CLAIMS What is claimed is:
1. A computing system for controlling parameters in a subsurface operation by understanding an impact of introducing new data to a numerical model of the subsurface operation without having to simulate the numerical model, the computing system comprising: one or more processors; and a memory storing instructions that, when executed by at least one of the one or more processors, cause the computing system to perform operations for predicting one or more performance indicators and updating the numerical model, the operations including: receiving volume data representing a volume of interest; constructing the numerical model based at least on physical characteristics of the volume data; training a proxy model to predict numerical model output data for the volume of interest; receiving subsurface operation data representing the subsurface operation; predicting the numerical model output data by providing the subsurface operation data to the proxy model creating predicted proxy model output data; and updating the numerical model periodically based on data associated with the subsurface operation and the predicted proxy model output data.
2. The computing system as in claim 1, comprising: determining the one or more performance indicators based on the predicted proxy model output data; and selecting an operating parameter that, based on the one or more predicted performance indicator, needs modification.
3. The computing system as in claim 1, wherein: the volume of interest includes a subterranean volume of interest or a reservoir, the volume data includes seismic surveys, well logs, core samples, LiDAR surveys, satellite imagery, Interferometric Synthetic Aperture Radar (InSAR), or gravity surveys, and the volume data are used to calculate or estimate physical characteristics of the volume of interest.
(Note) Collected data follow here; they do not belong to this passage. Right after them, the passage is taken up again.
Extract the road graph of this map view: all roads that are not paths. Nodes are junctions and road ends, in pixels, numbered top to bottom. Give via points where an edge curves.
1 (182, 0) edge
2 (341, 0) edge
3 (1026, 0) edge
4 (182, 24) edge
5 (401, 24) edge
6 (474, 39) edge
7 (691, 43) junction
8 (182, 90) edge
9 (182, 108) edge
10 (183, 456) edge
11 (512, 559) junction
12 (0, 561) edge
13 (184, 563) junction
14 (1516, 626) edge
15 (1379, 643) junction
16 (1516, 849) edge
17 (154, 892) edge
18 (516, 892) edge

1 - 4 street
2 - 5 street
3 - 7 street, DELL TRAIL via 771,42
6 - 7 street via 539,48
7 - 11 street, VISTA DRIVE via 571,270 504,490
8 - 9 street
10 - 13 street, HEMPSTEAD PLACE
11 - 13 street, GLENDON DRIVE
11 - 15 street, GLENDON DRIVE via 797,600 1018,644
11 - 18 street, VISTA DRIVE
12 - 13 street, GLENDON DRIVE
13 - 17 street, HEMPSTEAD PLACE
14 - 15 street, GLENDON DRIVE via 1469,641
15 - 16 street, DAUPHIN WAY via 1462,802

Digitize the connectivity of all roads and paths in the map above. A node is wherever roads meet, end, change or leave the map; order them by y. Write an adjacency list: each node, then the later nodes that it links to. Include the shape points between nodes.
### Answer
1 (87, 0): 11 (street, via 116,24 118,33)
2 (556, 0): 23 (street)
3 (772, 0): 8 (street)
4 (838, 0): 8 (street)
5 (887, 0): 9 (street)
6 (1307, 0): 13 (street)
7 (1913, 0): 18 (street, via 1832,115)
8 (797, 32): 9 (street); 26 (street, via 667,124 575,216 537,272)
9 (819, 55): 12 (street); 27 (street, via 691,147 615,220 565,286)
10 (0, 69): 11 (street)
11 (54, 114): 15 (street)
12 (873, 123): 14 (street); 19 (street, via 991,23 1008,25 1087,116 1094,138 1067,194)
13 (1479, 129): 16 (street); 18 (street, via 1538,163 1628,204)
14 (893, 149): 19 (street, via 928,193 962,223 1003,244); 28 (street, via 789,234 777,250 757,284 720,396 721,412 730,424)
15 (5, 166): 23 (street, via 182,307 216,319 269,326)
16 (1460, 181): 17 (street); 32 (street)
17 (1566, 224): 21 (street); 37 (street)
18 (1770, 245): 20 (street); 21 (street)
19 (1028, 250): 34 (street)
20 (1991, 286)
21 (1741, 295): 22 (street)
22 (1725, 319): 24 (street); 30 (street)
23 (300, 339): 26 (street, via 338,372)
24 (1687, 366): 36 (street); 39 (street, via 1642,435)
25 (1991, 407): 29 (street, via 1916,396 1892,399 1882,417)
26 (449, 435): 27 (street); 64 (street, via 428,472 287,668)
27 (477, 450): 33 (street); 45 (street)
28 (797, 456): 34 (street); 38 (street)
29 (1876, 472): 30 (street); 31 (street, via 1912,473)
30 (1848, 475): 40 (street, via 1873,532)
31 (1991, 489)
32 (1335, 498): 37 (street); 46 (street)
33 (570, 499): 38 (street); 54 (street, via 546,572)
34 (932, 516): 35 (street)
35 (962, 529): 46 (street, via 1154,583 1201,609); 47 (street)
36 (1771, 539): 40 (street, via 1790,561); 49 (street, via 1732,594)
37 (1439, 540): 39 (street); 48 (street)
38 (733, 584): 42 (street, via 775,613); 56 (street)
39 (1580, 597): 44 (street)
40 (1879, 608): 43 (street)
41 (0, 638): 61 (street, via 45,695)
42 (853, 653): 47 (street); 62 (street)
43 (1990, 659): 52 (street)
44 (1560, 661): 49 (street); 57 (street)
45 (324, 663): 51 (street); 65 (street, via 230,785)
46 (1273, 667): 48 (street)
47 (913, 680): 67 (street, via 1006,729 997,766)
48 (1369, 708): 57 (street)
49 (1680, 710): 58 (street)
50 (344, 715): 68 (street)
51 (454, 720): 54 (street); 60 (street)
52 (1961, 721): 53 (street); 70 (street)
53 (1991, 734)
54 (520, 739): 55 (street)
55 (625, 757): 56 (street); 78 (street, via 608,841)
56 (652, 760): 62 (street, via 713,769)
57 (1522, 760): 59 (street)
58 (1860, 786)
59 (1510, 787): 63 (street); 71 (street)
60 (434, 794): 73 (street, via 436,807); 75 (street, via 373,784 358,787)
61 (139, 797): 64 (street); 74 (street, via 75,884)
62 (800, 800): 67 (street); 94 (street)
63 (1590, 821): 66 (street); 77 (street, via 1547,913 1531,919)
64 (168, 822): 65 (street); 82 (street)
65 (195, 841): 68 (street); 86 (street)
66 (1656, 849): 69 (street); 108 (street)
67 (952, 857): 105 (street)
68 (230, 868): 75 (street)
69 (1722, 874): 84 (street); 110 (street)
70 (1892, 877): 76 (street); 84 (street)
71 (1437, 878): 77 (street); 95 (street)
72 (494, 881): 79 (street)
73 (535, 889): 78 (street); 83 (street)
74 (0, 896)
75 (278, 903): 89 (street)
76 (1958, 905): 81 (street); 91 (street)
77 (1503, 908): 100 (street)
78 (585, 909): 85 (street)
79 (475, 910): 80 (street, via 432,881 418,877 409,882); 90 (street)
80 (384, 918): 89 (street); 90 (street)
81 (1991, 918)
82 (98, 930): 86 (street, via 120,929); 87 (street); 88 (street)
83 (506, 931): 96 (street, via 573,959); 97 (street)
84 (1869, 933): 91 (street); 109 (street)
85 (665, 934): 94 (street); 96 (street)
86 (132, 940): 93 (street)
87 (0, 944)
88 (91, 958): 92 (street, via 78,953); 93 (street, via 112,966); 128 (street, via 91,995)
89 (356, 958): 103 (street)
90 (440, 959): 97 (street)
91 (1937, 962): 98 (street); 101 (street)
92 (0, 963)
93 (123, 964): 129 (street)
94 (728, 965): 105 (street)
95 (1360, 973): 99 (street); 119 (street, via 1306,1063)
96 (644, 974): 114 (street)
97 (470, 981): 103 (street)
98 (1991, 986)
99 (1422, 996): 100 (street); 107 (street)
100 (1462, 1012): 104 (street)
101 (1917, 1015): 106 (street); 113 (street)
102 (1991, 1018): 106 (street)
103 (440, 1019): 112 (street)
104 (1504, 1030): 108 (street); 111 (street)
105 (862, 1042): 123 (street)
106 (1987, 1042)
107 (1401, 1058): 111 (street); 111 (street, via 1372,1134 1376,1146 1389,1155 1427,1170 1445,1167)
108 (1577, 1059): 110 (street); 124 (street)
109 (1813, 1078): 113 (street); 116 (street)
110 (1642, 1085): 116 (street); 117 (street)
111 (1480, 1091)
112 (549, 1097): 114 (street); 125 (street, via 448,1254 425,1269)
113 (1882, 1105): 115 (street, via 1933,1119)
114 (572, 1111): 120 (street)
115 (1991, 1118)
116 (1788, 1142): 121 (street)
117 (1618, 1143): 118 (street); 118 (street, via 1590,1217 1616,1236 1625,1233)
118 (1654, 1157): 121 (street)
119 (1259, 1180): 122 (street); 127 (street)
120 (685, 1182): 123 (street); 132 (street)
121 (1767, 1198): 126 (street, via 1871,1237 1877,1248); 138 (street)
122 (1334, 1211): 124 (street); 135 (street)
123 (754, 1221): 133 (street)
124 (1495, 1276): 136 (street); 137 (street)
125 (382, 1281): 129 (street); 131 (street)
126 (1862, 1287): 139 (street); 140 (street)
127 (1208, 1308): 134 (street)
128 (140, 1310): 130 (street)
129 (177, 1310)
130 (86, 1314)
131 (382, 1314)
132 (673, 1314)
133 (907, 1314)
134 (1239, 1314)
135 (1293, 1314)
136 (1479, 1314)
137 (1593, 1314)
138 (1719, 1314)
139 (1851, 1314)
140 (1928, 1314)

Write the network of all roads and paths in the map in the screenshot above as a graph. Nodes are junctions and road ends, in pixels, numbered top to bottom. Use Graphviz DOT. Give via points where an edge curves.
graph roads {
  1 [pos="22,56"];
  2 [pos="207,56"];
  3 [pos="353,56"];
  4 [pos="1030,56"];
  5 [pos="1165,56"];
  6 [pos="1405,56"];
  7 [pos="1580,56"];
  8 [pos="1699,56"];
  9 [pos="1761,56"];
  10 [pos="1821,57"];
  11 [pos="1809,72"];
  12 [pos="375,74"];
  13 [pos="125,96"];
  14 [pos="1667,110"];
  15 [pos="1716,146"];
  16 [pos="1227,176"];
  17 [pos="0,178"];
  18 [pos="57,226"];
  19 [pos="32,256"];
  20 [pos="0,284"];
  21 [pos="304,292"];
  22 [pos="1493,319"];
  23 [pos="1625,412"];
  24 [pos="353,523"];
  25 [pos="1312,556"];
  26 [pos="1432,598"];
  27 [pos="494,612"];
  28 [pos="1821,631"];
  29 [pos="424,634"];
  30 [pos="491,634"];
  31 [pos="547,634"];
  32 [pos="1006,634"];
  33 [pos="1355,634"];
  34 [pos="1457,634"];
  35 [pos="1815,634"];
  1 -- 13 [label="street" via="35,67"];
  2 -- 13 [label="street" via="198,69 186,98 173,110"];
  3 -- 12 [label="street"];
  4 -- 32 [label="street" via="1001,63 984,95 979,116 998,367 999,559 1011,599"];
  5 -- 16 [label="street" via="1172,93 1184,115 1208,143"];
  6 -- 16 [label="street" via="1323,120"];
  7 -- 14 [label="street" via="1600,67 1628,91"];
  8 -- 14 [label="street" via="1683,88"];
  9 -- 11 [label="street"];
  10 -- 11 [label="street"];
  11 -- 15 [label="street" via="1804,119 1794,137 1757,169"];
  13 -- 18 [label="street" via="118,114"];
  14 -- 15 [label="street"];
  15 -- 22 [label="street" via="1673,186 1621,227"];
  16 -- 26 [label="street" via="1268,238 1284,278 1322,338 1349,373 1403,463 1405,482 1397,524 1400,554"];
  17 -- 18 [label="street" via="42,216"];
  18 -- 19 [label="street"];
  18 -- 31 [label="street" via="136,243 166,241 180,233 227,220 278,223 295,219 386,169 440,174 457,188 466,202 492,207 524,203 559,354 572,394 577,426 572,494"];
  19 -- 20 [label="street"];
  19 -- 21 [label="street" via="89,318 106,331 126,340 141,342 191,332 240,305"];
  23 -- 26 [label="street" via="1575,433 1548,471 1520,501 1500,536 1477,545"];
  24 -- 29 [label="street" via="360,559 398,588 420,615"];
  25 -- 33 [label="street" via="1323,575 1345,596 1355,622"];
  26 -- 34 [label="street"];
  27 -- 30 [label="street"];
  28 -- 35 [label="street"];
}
4. The computing system as in claim 1, wherein numerical model output from the numerical model is deterministic based on numerical model input to the numerical model, dynamics of fluid flow, geomechanics and geology of the volume of interest.
5. The computing system as in claim 1, wherein: the proxy model is based on multiple executions of the numerical model that produce the numerical model output data that are used to train the proxy model, and the proxy model is an artificial neural network, or wherein the proxy model is a machine learning model.
6. The computing system as in claim 1, wherein the operations comprise validating the proxy model, the validating includes: executing the proxy model to produce proxy model output data; analyzing confidence levels of the proxy model output data; and continually training the proxy model if the confidence levels in the proxy model output data do not meet a first pre-selected threshold or if correlations between the proxy model output data and the numerical model output data do not meet a second pre-selected threshold.
7. The computing system as in claim 1, wherein: the subsurface operation includes a production operation, a recovery operation, a waterflooding operation, a well treatment, a fracturing operation, or a gas storage operation, the subsurface operation is performed, at least partially, in the volume of interest, the subsurface operation data are collected continuously, or hourly, or daily, or monthly, the subsurface operation data include injection rates/pressures, choke positions, production rates/pressures, or changes in geological conditions, and receiving the subsurface operation data includes performing waterflood pattern balancing daily by accessing daily injection and production rates.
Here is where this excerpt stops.